PROMPT.
Records follow. Pull out every line that contains "this".

══ DATA EXCERPTS ══

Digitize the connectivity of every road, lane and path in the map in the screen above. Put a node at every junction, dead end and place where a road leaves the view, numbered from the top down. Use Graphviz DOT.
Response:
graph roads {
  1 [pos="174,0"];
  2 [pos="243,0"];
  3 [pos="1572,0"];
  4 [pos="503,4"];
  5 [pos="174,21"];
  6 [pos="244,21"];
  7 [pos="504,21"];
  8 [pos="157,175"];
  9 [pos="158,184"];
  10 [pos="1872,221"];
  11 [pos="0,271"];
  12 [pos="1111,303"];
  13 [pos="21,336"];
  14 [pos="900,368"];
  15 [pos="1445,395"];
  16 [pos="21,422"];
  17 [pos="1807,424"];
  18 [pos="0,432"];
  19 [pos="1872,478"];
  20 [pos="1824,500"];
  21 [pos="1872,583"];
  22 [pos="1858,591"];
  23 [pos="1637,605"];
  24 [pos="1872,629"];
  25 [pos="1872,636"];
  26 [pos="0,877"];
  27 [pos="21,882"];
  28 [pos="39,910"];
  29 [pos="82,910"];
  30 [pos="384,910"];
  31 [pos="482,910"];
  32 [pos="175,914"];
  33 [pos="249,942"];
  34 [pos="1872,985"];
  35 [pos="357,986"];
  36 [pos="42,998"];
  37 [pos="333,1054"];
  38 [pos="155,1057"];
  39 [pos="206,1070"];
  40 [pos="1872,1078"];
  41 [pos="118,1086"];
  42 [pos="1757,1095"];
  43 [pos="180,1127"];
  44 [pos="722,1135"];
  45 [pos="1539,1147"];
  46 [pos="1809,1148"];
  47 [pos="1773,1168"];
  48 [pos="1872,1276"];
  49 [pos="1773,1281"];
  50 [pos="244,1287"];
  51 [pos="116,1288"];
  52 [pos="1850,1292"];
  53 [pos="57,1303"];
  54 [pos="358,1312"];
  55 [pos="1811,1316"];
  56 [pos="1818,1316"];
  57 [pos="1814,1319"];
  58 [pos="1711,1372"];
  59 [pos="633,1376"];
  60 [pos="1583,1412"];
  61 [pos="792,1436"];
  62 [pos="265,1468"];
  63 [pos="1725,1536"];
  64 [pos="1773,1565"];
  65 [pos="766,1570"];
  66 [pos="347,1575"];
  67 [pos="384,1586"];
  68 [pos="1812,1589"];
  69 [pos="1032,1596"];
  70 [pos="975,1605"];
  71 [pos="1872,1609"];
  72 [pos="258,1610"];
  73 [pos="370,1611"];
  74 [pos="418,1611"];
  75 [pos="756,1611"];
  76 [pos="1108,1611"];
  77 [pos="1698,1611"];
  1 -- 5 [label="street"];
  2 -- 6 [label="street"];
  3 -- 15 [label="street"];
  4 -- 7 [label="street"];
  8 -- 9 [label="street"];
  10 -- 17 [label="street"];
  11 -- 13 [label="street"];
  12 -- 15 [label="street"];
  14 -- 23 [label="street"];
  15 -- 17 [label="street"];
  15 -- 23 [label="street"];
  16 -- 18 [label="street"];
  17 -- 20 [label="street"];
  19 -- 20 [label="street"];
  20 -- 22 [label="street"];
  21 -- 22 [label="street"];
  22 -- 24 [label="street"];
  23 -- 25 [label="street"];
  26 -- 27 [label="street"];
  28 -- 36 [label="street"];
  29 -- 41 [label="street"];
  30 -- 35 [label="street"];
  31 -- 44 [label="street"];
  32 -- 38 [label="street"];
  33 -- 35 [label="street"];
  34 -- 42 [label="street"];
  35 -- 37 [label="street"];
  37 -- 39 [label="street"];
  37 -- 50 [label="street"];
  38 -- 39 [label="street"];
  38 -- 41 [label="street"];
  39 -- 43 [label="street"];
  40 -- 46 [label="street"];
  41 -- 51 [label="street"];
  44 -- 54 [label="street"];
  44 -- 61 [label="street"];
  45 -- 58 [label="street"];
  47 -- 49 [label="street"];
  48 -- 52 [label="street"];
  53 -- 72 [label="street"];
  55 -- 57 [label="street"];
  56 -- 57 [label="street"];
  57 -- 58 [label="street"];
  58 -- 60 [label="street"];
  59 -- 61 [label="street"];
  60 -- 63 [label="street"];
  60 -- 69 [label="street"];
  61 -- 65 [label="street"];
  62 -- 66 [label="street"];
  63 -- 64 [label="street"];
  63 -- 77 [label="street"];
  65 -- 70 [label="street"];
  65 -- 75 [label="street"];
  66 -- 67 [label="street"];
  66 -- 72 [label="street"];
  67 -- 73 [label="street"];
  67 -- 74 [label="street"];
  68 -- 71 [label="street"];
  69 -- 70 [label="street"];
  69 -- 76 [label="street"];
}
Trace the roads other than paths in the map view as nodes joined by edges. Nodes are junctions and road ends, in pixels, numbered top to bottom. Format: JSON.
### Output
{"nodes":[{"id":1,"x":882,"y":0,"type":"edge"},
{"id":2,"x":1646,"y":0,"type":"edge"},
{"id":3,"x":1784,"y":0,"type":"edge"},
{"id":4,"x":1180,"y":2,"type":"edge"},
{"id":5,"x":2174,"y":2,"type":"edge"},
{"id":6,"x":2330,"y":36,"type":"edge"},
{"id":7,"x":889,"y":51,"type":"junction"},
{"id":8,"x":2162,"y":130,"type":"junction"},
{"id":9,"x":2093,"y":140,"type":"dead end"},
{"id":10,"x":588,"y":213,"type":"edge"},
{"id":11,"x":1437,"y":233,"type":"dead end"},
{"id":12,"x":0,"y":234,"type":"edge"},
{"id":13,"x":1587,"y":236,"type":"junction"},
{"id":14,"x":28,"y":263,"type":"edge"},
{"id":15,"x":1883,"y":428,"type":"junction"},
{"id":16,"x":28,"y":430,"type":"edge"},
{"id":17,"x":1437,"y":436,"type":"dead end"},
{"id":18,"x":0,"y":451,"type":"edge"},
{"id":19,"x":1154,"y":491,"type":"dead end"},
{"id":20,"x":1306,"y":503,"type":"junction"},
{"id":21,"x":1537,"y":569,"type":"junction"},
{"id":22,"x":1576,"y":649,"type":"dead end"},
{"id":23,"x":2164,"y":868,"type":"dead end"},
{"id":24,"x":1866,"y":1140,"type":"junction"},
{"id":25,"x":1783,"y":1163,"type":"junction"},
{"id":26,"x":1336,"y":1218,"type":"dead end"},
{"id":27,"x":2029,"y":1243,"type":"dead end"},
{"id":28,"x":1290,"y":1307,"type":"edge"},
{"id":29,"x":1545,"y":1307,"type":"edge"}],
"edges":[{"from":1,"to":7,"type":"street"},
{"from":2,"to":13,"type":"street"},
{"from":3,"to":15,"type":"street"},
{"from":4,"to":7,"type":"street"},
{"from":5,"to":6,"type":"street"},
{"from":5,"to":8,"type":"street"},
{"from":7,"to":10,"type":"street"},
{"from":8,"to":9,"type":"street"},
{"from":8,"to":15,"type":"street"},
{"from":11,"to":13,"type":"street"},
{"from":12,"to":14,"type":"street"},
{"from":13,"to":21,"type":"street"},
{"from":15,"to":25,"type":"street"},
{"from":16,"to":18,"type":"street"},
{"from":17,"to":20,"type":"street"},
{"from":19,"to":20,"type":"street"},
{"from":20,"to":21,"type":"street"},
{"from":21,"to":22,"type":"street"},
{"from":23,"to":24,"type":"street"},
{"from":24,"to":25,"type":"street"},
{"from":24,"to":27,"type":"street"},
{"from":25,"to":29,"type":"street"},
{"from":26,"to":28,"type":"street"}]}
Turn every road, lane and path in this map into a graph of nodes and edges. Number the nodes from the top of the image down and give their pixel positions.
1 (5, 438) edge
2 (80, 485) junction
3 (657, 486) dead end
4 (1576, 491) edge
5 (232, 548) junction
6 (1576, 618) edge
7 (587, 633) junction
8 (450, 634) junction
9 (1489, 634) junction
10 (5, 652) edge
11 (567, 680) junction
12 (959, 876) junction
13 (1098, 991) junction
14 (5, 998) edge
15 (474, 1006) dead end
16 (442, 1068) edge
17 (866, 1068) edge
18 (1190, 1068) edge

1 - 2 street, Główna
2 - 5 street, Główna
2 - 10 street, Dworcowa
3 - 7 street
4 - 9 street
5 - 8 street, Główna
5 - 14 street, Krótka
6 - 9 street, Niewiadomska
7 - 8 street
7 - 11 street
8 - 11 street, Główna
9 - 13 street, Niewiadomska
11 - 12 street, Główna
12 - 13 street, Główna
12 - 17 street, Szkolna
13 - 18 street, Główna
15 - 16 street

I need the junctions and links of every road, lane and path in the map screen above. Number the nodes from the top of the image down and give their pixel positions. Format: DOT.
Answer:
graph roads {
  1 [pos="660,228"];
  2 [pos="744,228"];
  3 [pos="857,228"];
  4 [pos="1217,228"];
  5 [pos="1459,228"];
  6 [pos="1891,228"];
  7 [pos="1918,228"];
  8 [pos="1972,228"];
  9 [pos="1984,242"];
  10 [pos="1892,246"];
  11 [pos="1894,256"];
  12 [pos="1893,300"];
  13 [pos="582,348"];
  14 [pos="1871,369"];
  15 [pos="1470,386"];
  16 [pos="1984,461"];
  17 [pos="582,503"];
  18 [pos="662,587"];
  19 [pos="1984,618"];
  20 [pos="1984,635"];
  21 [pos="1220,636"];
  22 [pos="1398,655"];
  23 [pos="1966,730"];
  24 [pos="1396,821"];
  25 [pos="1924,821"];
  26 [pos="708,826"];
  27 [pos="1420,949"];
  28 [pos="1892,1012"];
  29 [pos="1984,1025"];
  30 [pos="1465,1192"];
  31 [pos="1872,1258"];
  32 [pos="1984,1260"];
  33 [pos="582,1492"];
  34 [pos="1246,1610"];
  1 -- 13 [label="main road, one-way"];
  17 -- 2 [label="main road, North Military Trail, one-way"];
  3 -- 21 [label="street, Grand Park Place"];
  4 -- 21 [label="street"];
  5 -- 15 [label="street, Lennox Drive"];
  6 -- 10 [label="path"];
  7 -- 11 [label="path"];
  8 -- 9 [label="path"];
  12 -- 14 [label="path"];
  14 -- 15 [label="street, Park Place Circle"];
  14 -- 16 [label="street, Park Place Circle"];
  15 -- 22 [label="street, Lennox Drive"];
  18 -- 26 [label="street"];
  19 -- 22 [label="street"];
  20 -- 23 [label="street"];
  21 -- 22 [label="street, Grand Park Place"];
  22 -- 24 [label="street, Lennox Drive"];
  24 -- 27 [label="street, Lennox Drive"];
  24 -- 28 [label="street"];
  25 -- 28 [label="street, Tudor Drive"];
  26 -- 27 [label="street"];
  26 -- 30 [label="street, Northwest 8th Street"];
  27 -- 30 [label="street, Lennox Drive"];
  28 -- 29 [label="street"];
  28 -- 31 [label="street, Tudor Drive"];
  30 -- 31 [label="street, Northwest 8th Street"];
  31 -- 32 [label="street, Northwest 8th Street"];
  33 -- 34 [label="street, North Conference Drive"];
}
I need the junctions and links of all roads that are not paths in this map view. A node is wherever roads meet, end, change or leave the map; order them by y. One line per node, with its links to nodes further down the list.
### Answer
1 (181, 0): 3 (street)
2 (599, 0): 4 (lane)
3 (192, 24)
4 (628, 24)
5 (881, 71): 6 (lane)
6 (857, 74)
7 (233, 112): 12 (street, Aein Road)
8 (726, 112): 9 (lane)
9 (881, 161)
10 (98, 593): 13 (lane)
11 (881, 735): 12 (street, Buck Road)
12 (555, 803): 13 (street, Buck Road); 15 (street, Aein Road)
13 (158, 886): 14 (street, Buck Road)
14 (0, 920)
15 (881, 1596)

═══

WORKED SOLUTION.
Turn every road, lane and path in this map into a graph of nodes and edges. Number the nodes from the top of the image down and give their pixel positions.
I need the junctions and links of all roads that are not paths in this map view. A node is wherever roads meet, end, change or leave the map; order them by y. One line per node, with its links to nodes further down the list.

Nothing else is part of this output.